A global thermostat?

Global Thermostat sounds too good to be true: It’s a startup company that aims to address the threat of climate change by capturing carbon dioxide from the air, and then making productive use of it.

The CO2 could be used to help plants grow faster in greenhouses, as a feedstock for algae, for enhanced oil production, as an ingredient in bottling plants, as a natural refrigerant, or as a circulating fluid in a geothermal energy installation.

Prof. Graciela Chichilnisky

While Global Thermostat calls itself “a carbon negative solution,” its technology is in practice a form of geoengineering. It would appear, however, to be less risky than better-known geoengineering techniques such as  solar radiation management or marine cloud whitening.

“We’ve faced skepticism about the solution because it’s so radical,” says Graciela Chichilnisky, a co-founder and managing director of Global Thermostat. But, she says, a carbon negative solution to the climate crisis will be needed “to contain rising levels of atmospheric carbon because we procrastinated too long and carbon emissions reductions do not suffice.”
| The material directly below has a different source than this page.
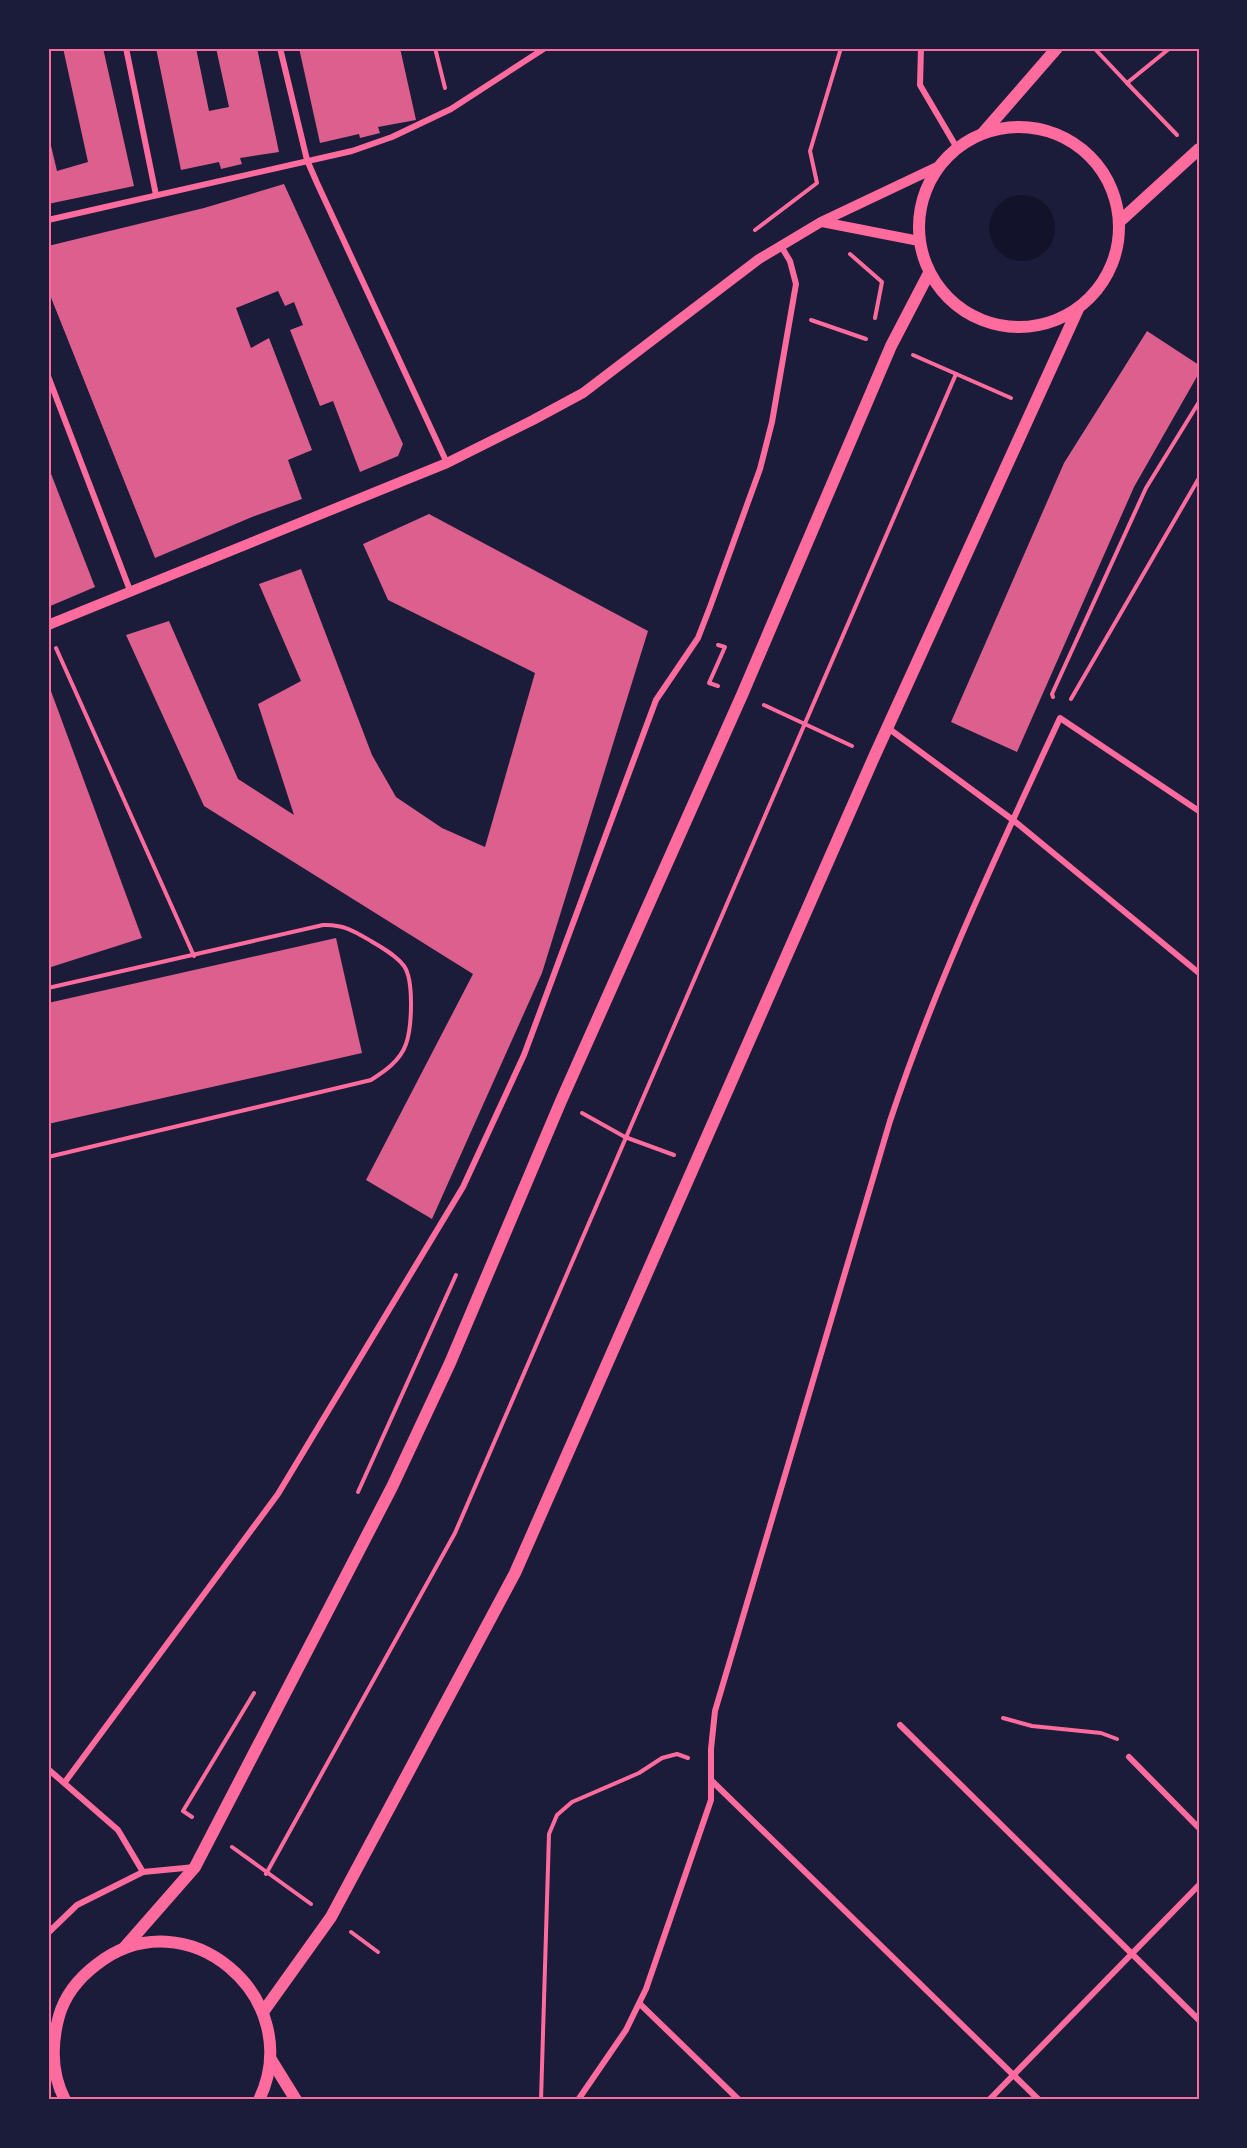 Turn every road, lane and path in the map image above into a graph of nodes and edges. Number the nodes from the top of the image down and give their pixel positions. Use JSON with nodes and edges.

There are several reasons to take Global Thermostat seriously. First, it’s more than an idea–to test the idea, the company opened a pilot plant in October at SRI International in Menlo Park, CA. SRI is a big research institute, which works for governments, FORTUNE 500 companies and startups.
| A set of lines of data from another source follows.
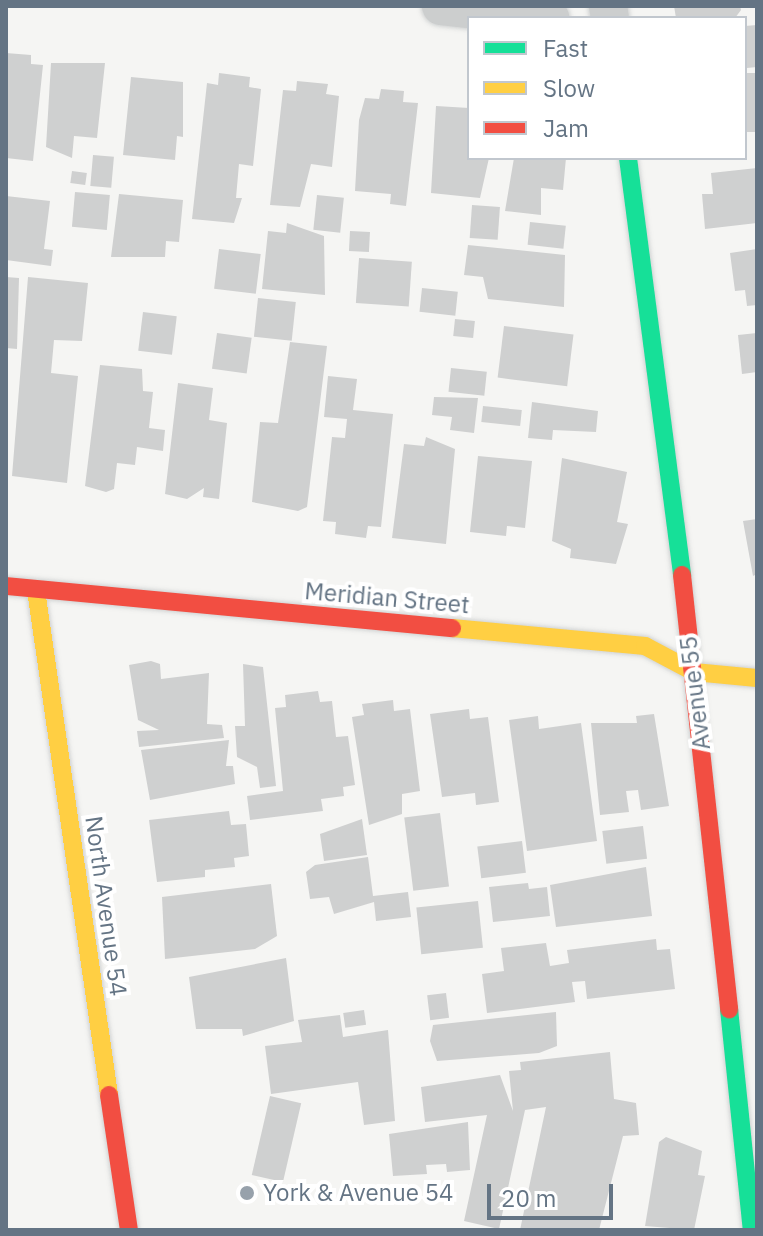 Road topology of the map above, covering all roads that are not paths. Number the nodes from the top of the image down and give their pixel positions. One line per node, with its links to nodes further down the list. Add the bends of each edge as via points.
1 (441, 6): 2 (street)
2 (532, 16)
3 (628, 160): 6 (street, Avenue 55)
4 (6, 586): 5 (street, Meridian Street)
5 (36, 590): 6 (street, Meridian Street, via 645,646); 8 (street, North Avenue 54)
6 (694, 672): 7 (street, Meridian Street); 9 (street, Avenue 55)
7 (757, 678)
8 (129, 1230)
9 (752, 1230)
Second, its founders–Chichilnisky and Peter Eisenberger–have impressive pedigrees. A Columbia University professor, Chichilnisky founded a pair of successful tech companies, helped design the carbon market under the Kyoto Protocol and has advanced degrees including a PhD. in math from MIT and a PhD. in economics from Berkeley. (She’s also been involved in a series of lawsuits against Columbia alleging gender bias, but that’s another story.) Eisenberger, who  founded  the Columbia Earth Institute (before Jeffrey Sachs),  has been an executive at Bell Laboratories and Exxon, a physics professor at Princeton and vice-provost at Columbia. He has a PhD. in physics from Harvard. [click to continue...]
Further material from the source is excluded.